Stored entries
*** Begin section ***
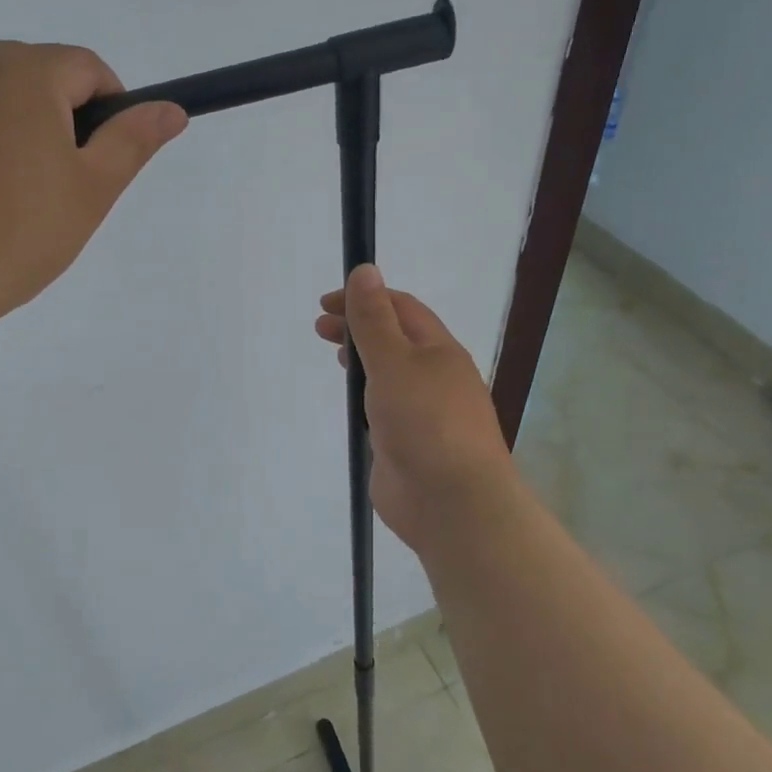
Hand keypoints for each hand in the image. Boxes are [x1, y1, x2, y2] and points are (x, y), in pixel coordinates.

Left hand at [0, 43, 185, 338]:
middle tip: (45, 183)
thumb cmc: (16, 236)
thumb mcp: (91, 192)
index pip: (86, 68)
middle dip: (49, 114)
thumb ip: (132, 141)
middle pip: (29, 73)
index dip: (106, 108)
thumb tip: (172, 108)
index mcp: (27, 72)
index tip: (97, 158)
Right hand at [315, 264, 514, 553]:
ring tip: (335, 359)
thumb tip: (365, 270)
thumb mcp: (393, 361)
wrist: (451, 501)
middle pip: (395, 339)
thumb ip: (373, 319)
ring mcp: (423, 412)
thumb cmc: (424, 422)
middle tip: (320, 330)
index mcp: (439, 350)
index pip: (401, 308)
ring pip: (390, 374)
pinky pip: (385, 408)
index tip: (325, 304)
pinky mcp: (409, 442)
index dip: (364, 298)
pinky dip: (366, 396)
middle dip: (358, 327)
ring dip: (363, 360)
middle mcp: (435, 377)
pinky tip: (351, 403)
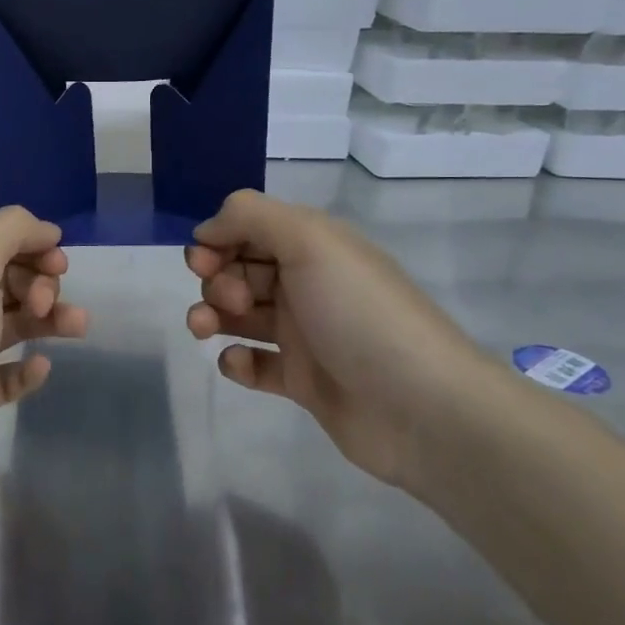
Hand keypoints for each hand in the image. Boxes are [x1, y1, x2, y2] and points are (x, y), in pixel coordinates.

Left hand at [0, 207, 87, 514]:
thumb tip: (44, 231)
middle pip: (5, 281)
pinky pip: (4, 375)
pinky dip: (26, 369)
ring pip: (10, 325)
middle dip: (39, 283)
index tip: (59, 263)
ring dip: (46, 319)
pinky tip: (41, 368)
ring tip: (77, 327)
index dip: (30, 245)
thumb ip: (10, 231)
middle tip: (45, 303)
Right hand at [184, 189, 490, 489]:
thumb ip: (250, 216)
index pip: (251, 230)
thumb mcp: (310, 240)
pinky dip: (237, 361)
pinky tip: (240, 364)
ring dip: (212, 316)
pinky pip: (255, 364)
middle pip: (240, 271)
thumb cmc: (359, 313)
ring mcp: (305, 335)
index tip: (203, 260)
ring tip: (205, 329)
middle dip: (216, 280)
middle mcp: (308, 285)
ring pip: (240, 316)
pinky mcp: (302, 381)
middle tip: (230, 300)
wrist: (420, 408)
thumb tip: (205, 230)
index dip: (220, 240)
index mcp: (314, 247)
*** End section ***
### Required action
Restating the data word for word is the task, and pictures are to be omitted.

### Answer
Hand keypoints for each hand in the image. Boxes are [x1, y1, x2, y2] and points are (x, y), in pixel coordinates.

Left hand at [0, 43, 185, 338]:
middle tip: (45, 183)
thumb cmc: (16, 236)
thumb mcp: (91, 192)
index pip: (86, 68)
middle dip: (49, 114)
thumb ip: (132, 141)
middle pip: (29, 73)
index dip: (106, 108)
thumb tip: (172, 108)
index mcp: (27, 72)
index tip: (97, 158)
Right hand at [315, 264, 514, 553]:
ring tip: (335, 359)
thumb tip: (365, 270)
thumb mcp: (393, 361)
wrist: (451, 501)
middle pip: (395, 339)
thumb ip: (373, 319)
ring mcp: (423, 412)
thumb cmc: (424, 422)
middle tip: (320, 330)
index mcp: (439, 350)
index pip: (401, 308)
ring pip: (390, 374)
pinky pip: (385, 408)
index tip: (325, 304)
pinky mcp: (409, 442)
index dip: (364, 298)
pinky dip: (366, 396)
middle dip: (358, 327)
ring dip: (363, 360)
middle mcp: (435, 377)
pinky tip: (351, 403)
Hand keypoints for each hand in the image. Boxes are [x1, y1, x2, y2] and points are (x, y), in pixel coordinates.

Left hand at [0, 207, 87, 514]:
thumb tip: (44, 231)
middle pip: (5, 281)
pinky pip: (4, 375)
pinky dip: (26, 369)
ring pip: (10, 325)
middle dip: (39, 283)
index tip: (59, 263)
ring dip: (46, 319)
pinky tip: (41, 368)
ring tip: (77, 327)
index dip: (30, 245)
thumb ip: (10, 231)
middle tip: (45, 303)
Right hand at [184, 189, 490, 489]:
thumb ip: (250, 216)
index pip: (251, 230)
thumb mcp: (310, 240)
pinky dip: (237, 361)
pinky tip: (240, 364)
ring dip: (212, 316)
pinky pip: (255, 364)
middle pip: (240, 271)
thumb cmc: (359, 313)
ring mcp: (305, 335)
index tip: (203, 260)
ring tip: (205, 329)
middle dip: (216, 280)
middle mcp: (308, 285)
ring pip: (240, 316)
pinky mcp: (302, 381)
middle tip: (230, 300)
wrist: (420, 408)
thumb tip: (205, 230)
index dip: (220, 240)
index mcp: (314, 247)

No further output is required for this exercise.